## What you should do:
Would you please copy each line below that includes the string "every"?

Data shown below:

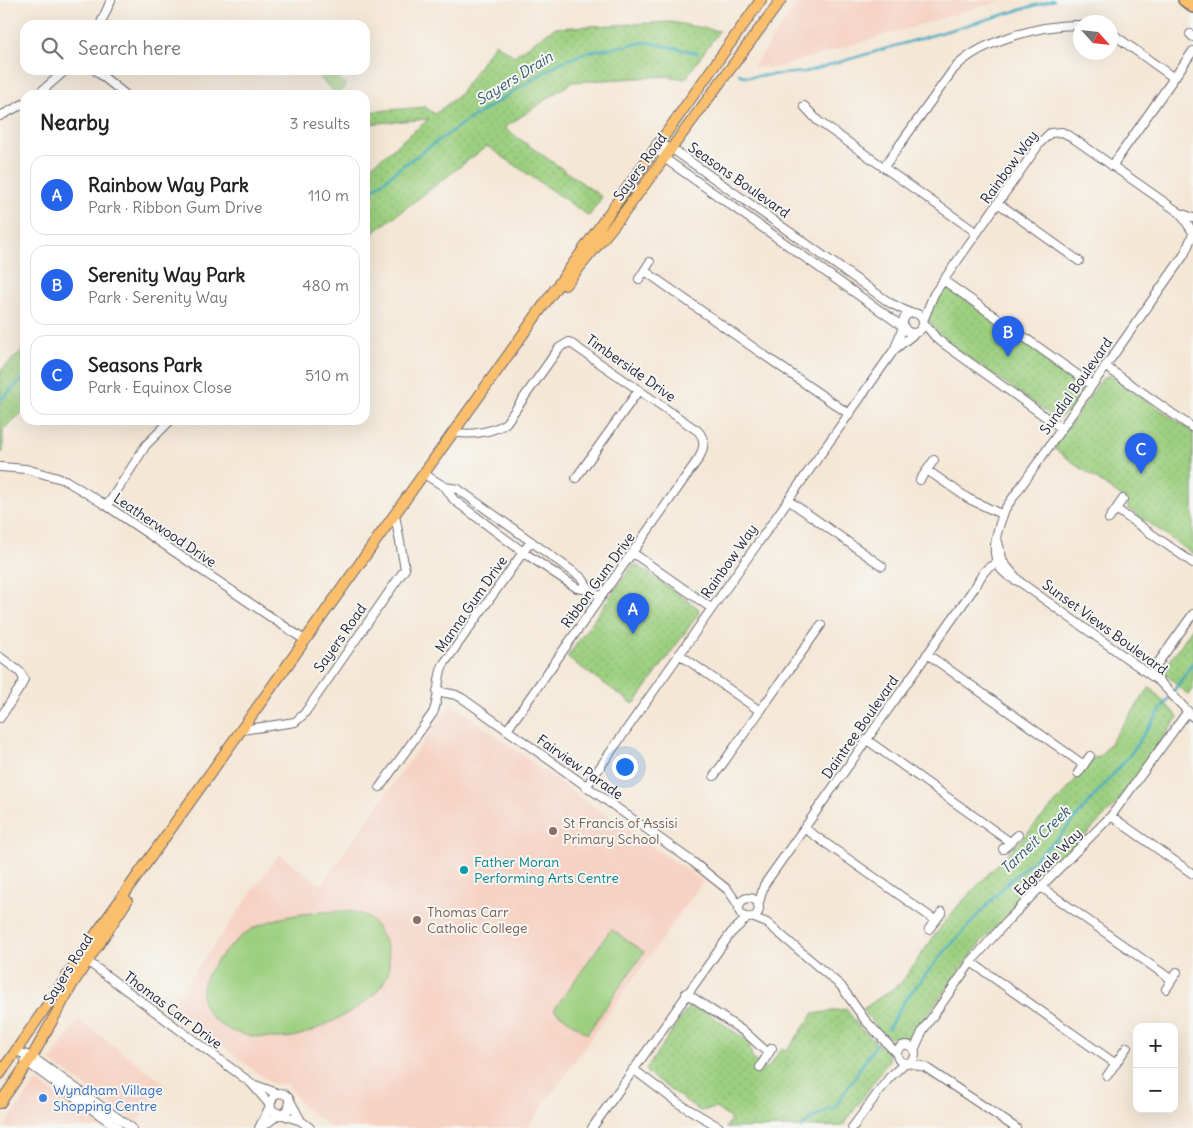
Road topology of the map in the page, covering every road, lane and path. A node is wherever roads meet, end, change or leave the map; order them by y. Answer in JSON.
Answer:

End of Data shown.
Data shown below:

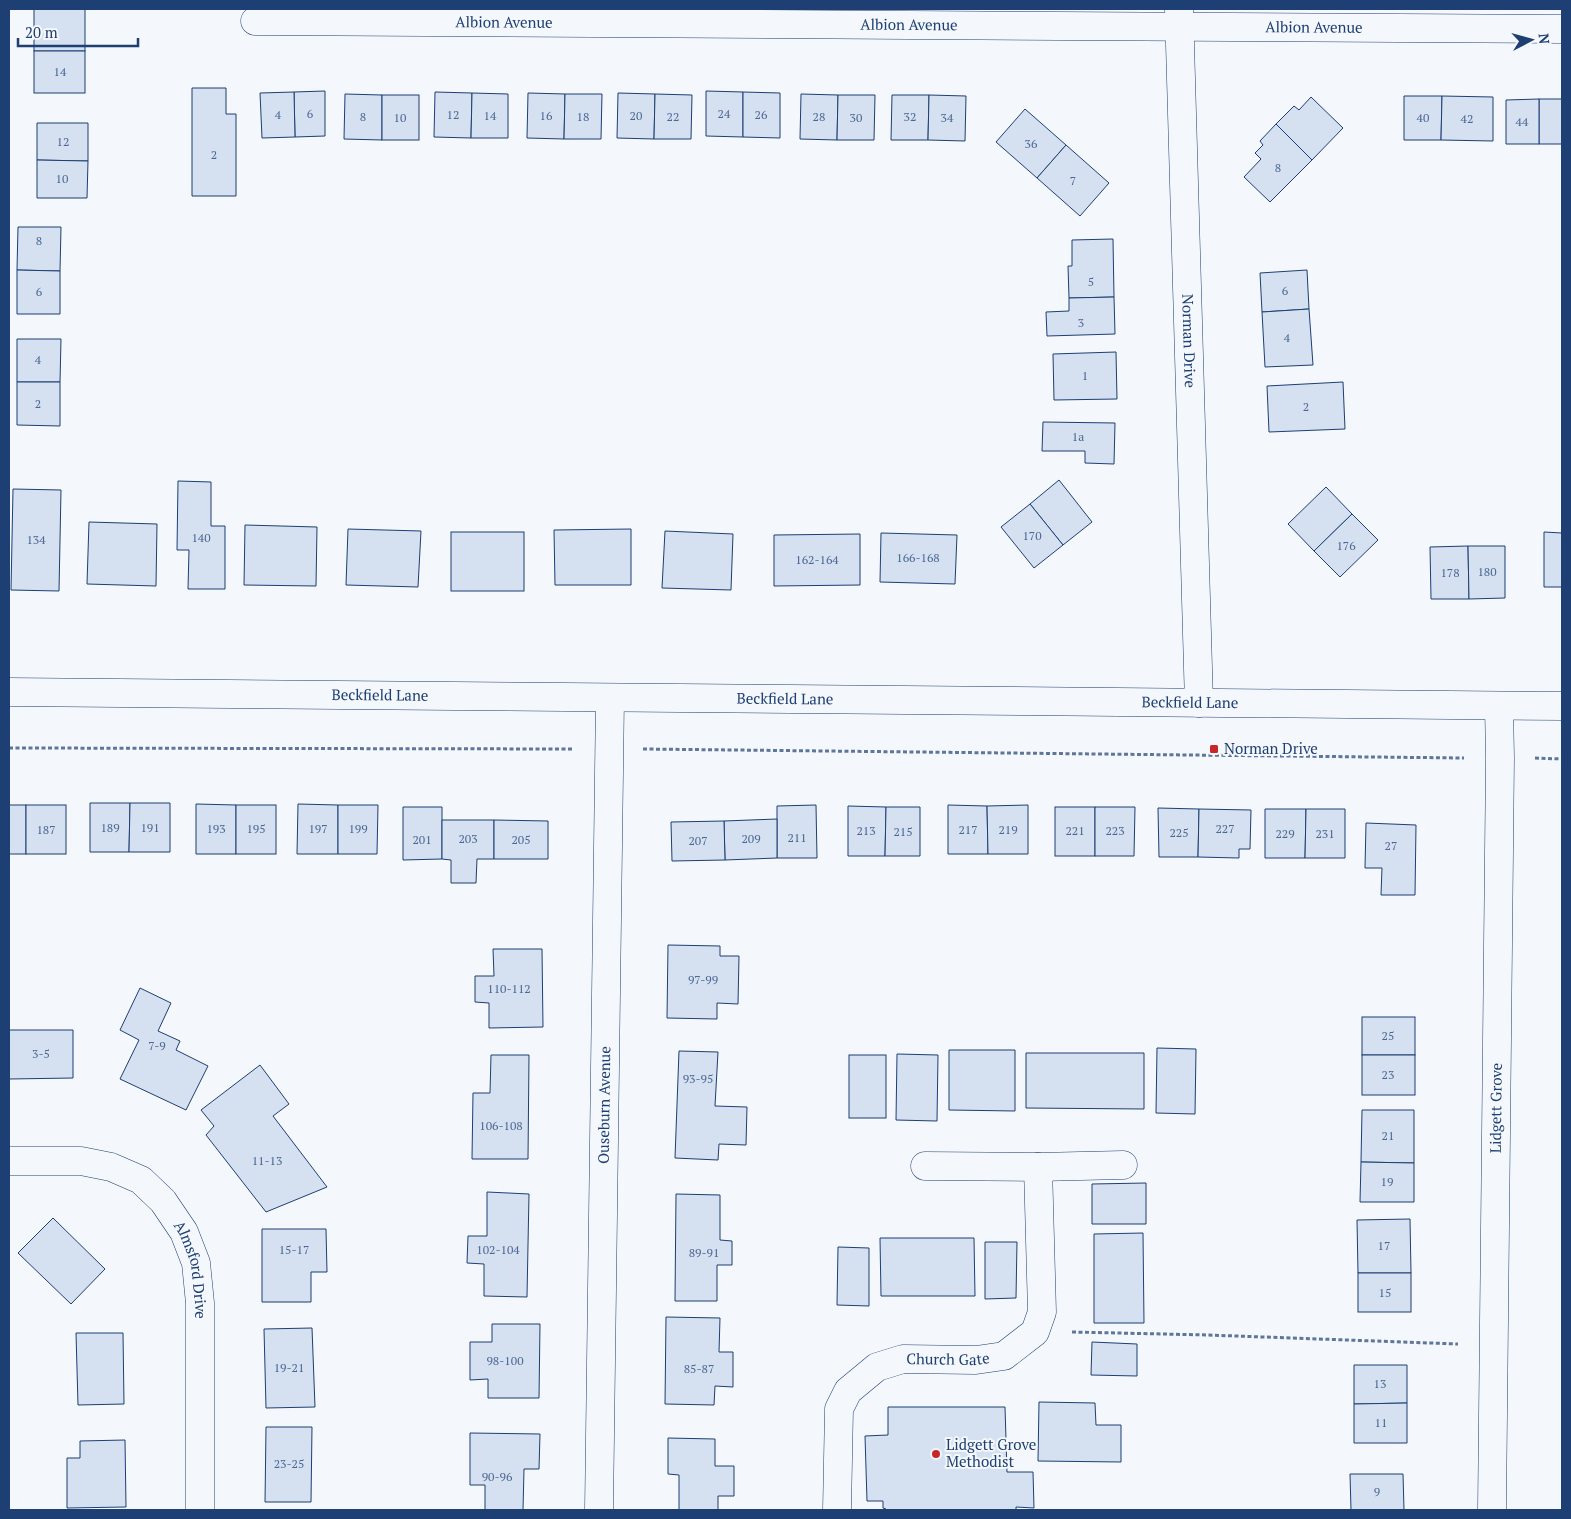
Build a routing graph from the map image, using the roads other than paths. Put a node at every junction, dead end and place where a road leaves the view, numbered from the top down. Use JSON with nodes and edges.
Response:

End of Data shown.

## Answer section:
Road topology of the map in the page, covering every road, lane and path. A node is wherever roads meet, end, change or leave the map; order them by y. Answer in JSON.
Build a routing graph from the map image, using the roads other than paths. Put a node at every junction, dead end and place where a road leaves the view, numbered from the top down. Use JSON with nodes and edges.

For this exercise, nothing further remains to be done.